§ **ASSIGNMENT**:
Word for word, print out all of the data, omitting every image.

§ **DATA RECORDS**:

========================

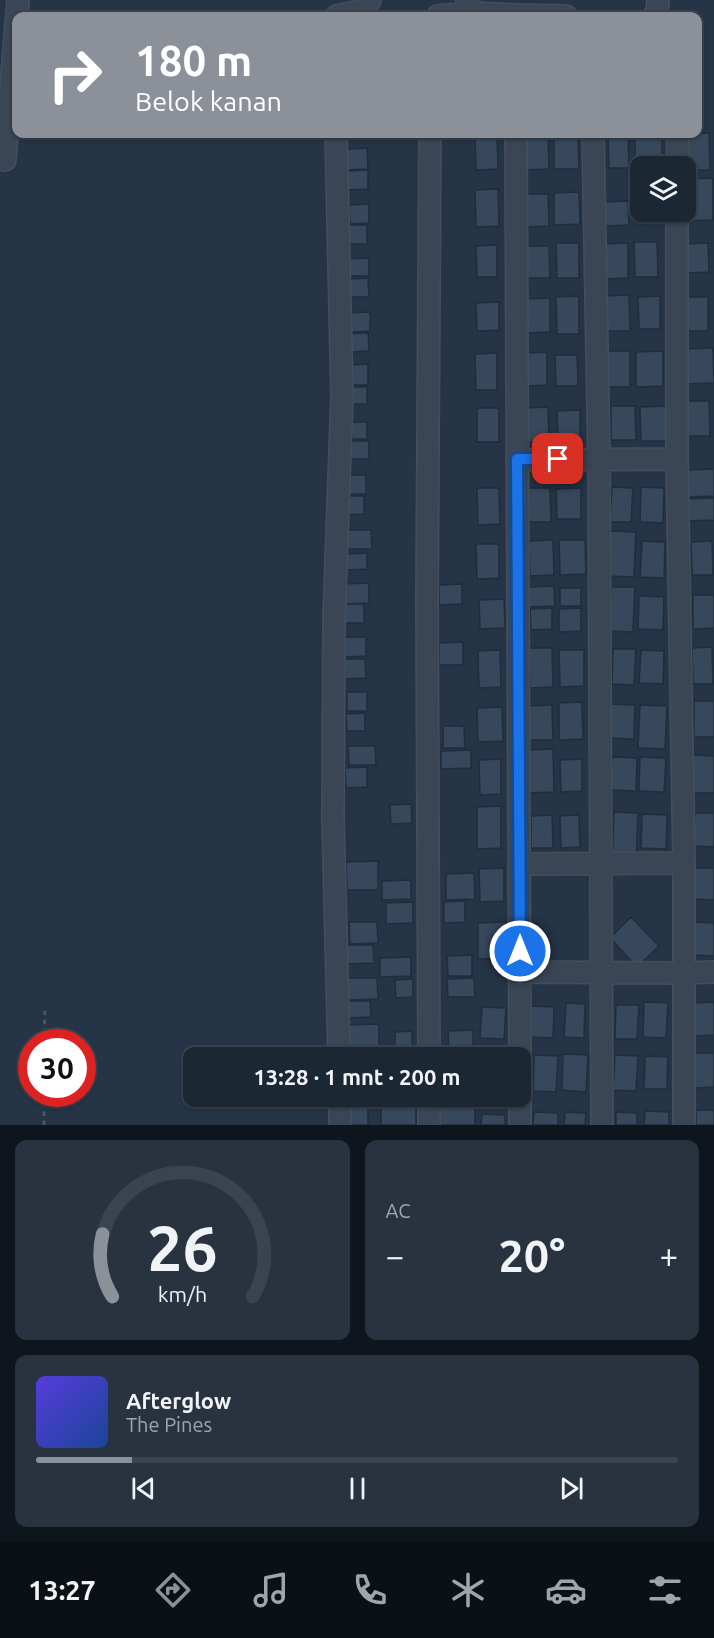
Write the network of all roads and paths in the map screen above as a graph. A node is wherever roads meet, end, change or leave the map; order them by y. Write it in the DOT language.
graph roads {
  1 [pos="370,0"];
  2 [pos="470,7"];
  3 [pos="355,12"];
  4 [pos="452,12"];
  5 [pos="496,12"];
  6 [pos="12,74"];
  7 [pos="336,138"];
  8 [pos="430,138"];
  9 [pos="516,138"];
  10 [pos="593,138"];
  11 [pos="678,138"];
  12 [pos="677,156"];
  13 [pos="5,160"];
  14 [pos="677,222"];
  15 [pos="517,459"];
  16 [pos="599,459"];
  17 [pos="677,459"];
  18 [pos="684,863"];
  19 [pos="520,864"];
  20 [pos="601,864"];
  21 [pos="521,972"];
  22 [pos="714,972"];
  23 [pos="602,973"];
  24 [pos="683,974"];
  25 [pos="45,1008"];
  26 [pos="44,1029"];
  27 [pos="339,1047"];
  28 [pos="429,1047"];
  29 [pos="520,1047"];
  30 [pos="44,1107"];
  31 [pos="340,1107"];
  32 [pos="429,1107"];
  33 [pos="520,1107"];
  34 [pos="44,1125"];
  35 [pos="340,1125"];
  36 [pos="429,1125"];
  37 [pos="520,1125"];
  38 [pos="602,1125"];
  39 [pos="684,1125"];
  1 -- 3 [label="street"];
  2 -- 4 [label="street"];
  2 -- 5 [label="street"];
  6 -- 13 [label="street"];
  7 -- 27 [label="street"];
  8 -- 28 [label="street"];
  9 -- 15 [label="street"];
  10 -- 16 [label="street"];
  11 -- 12 [label="street"];
  14 -- 17 [label="street"];
  15 -- 16 [label="street"];
  15 -- 19 [label="street"];
  16 -- 17 [label="street"];
  16 -- 20 [label="street"];
  17 -- 18 [label="street"];
  18 -- 20 [label="street"];
  18 -- 24 [label="street"];
  19 -- 20 [label="street"];
  19 -- 21 [label="street"];
  20 -- 23 [label="street"];
  21 -- 23 [label="street"];
  21 -- 29 [label="street"];
  22 -- 24 [label="street"];
  23 -- 24 [label="street"];
  23 -- 38 [label="street"];
  24 -- 39 [label="street"];
  25 -- 26 [label="path"];
  30 -- 34 [label="path"];
  31 -- 35 [label="street"];
  32 -- 36 [label="street"];
  33 -- 37 [label="street"];
}
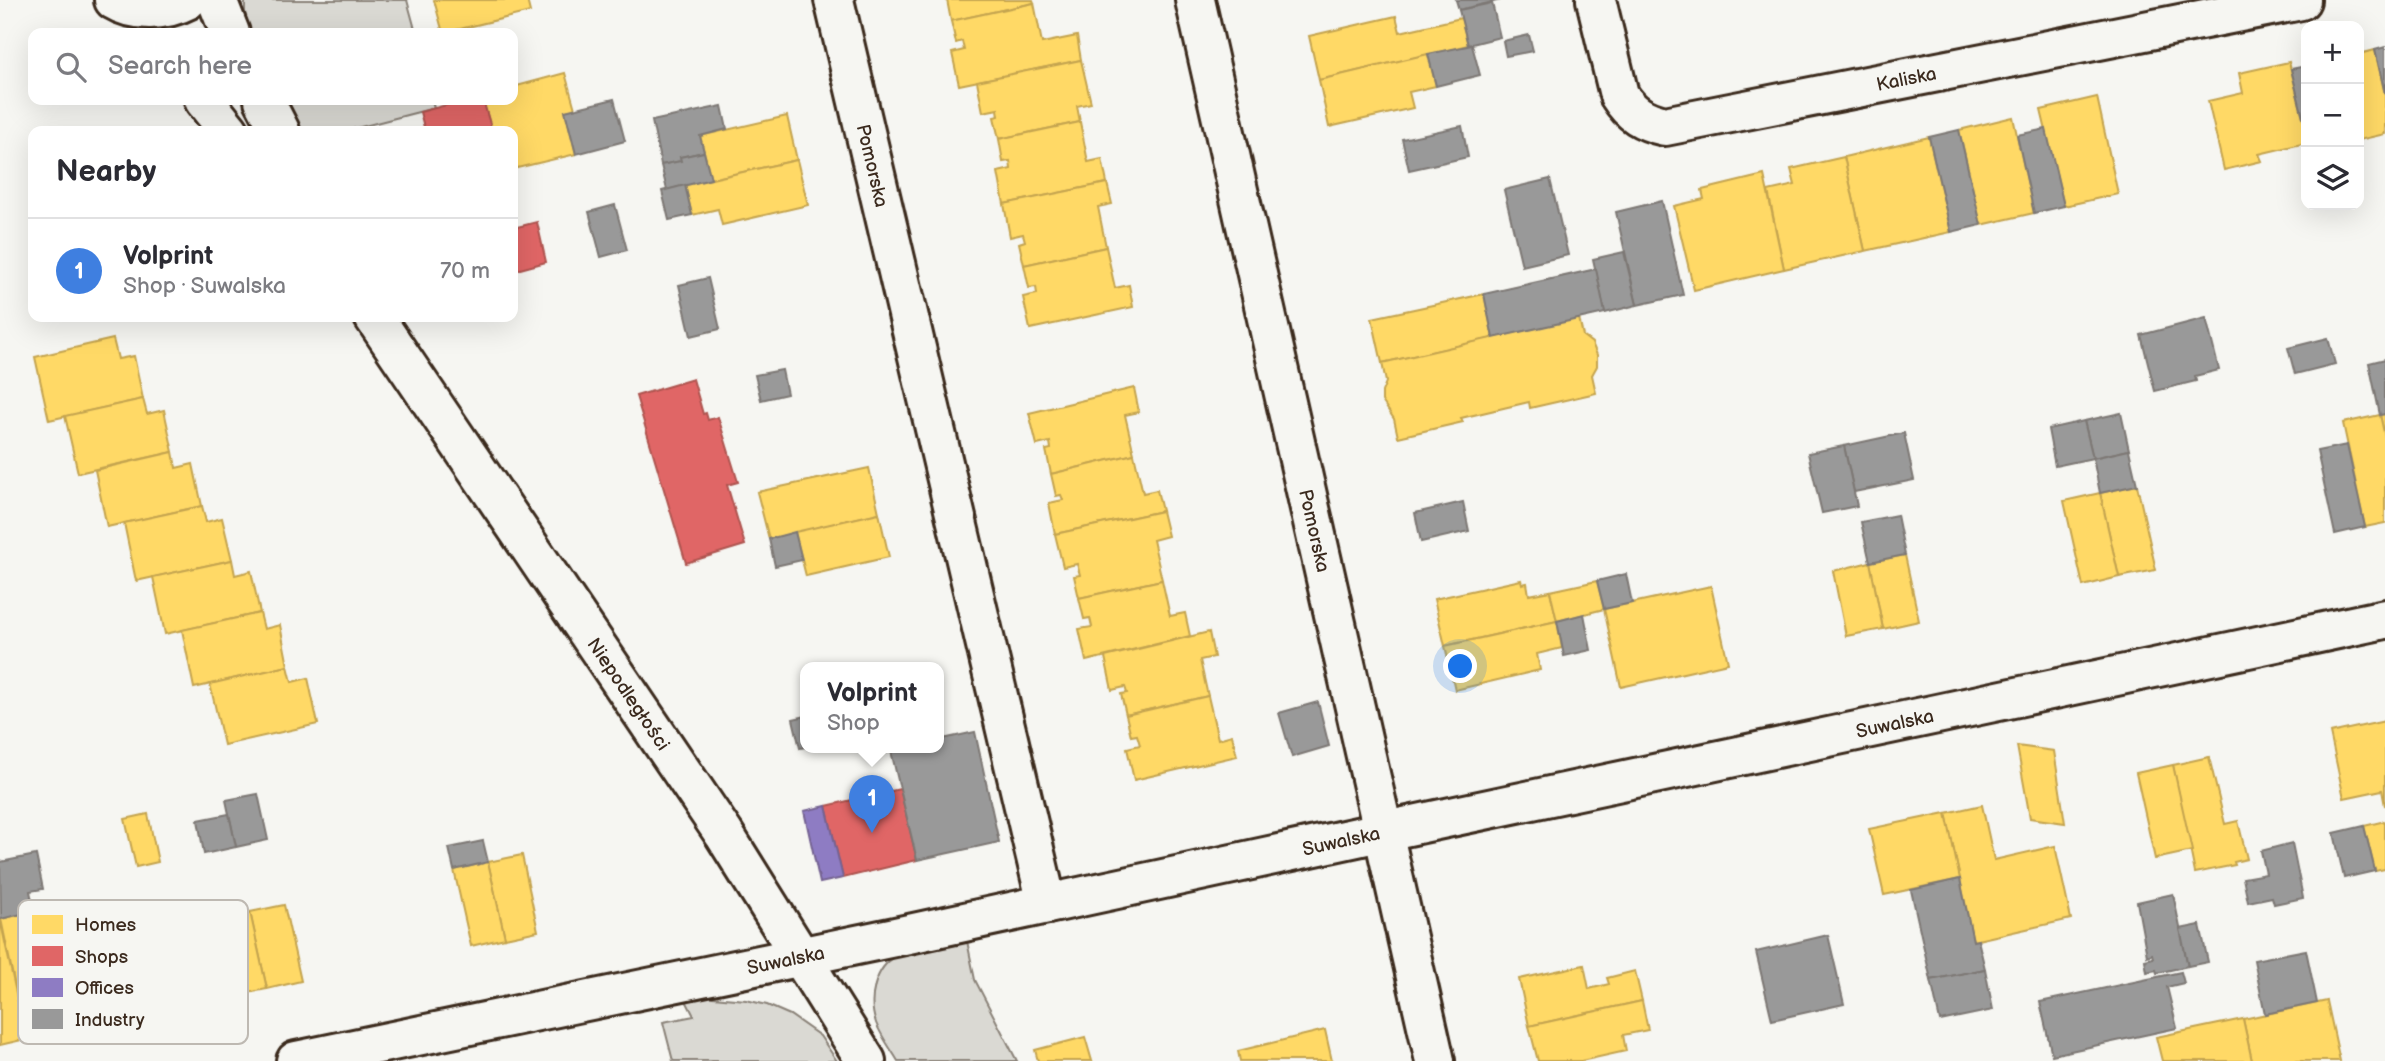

========================

§ **ANSWER BOX**:
Write the network of all roads and paths in the map screen above as a graph. A node is wherever roads meet, end, change or leave the map; order them by y. Write it in the DOT language.
graph roads {
  1 [pos="370,0"];
  2 [pos="470,7"];
  3 [pos="355,12"];
  4 [pos="452,12"];
  5 [pos="496,12"];
  6 [pos="12,74"];
  7 [pos="336,138"];
  8 [pos="430,138"];
  9 [pos="516,138"];
  10 [pos="593,138"];
  11 [pos="678,138"];
  12 [pos="677,156"];
  13 [pos="5,160"];
  14 [pos="677,222"];
  15 [pos="517,459"];
  16 [pos="599,459"];
  17 [pos="677,459"];
  18 [pos="684,863"];
  19 [pos="520,864"];
  20 [pos="601,864"];
  21 [pos="521,972"];
  22 [pos="714,972"];
  23 [pos="602,973"];
  24 [pos="683,974"];
  25 [pos="45,1008"];
  26 [pos="44,1029"];
  27 [pos="339,1047"];
  28 [pos="429,1047"];
  29 [pos="520,1047"];
  30 [pos="44,1107"];
  31 [pos="340,1107"];
  32 [pos="429,1107"];
  33 [pos="520,1107"];
  34 [pos="44,1125"];
  35 [pos="340,1125"];
  36 [pos="429,1125"];
  37 [pos="520,1125"];
  38 [pos="602,1125"];
  39 [pos="684,1125"];
  1 -- 3 [label="street"];
  2 -- 4 [label="street"];
  2 -- 5 [label="street"];
  6 -- 13 [label="street"];
  7 -- 27 [label="street"];
  8 -- 28 [label="street"];
  9 -- 15 [label="street"];
  10 -- 16 [label="street"];
  11 -- 12 [label="street"];
  14 -- 17 [label="street"];
  15 -- 16 [label="street"];
  15 -- 19 [label="street"];
  16 -- 17 [label="street"];
  16 -- 20 [label="street"];
  17 -- 18 [label="street"];
  18 -- 20 [label="street"];
  18 -- 24 [label="street"];
  19 -- 20 [label="street"];
  19 -- 21 [label="street"];
  20 -- 23 [label="street"];
  21 -- 23 [label="street"];
  21 -- 29 [label="street"];
  22 -- 24 [label="street"];
  23 -- 24 [label="street"];
  23 -- 38 [label="street"];
  24 -- 39 [label="street"];
  25 -- 26 [label="path"];
  30 -- 34 [label="path"];
  31 -- 35 [label="street"];
  32 -- 36 [label="street"];
  33 -- 37 [label="street"];
}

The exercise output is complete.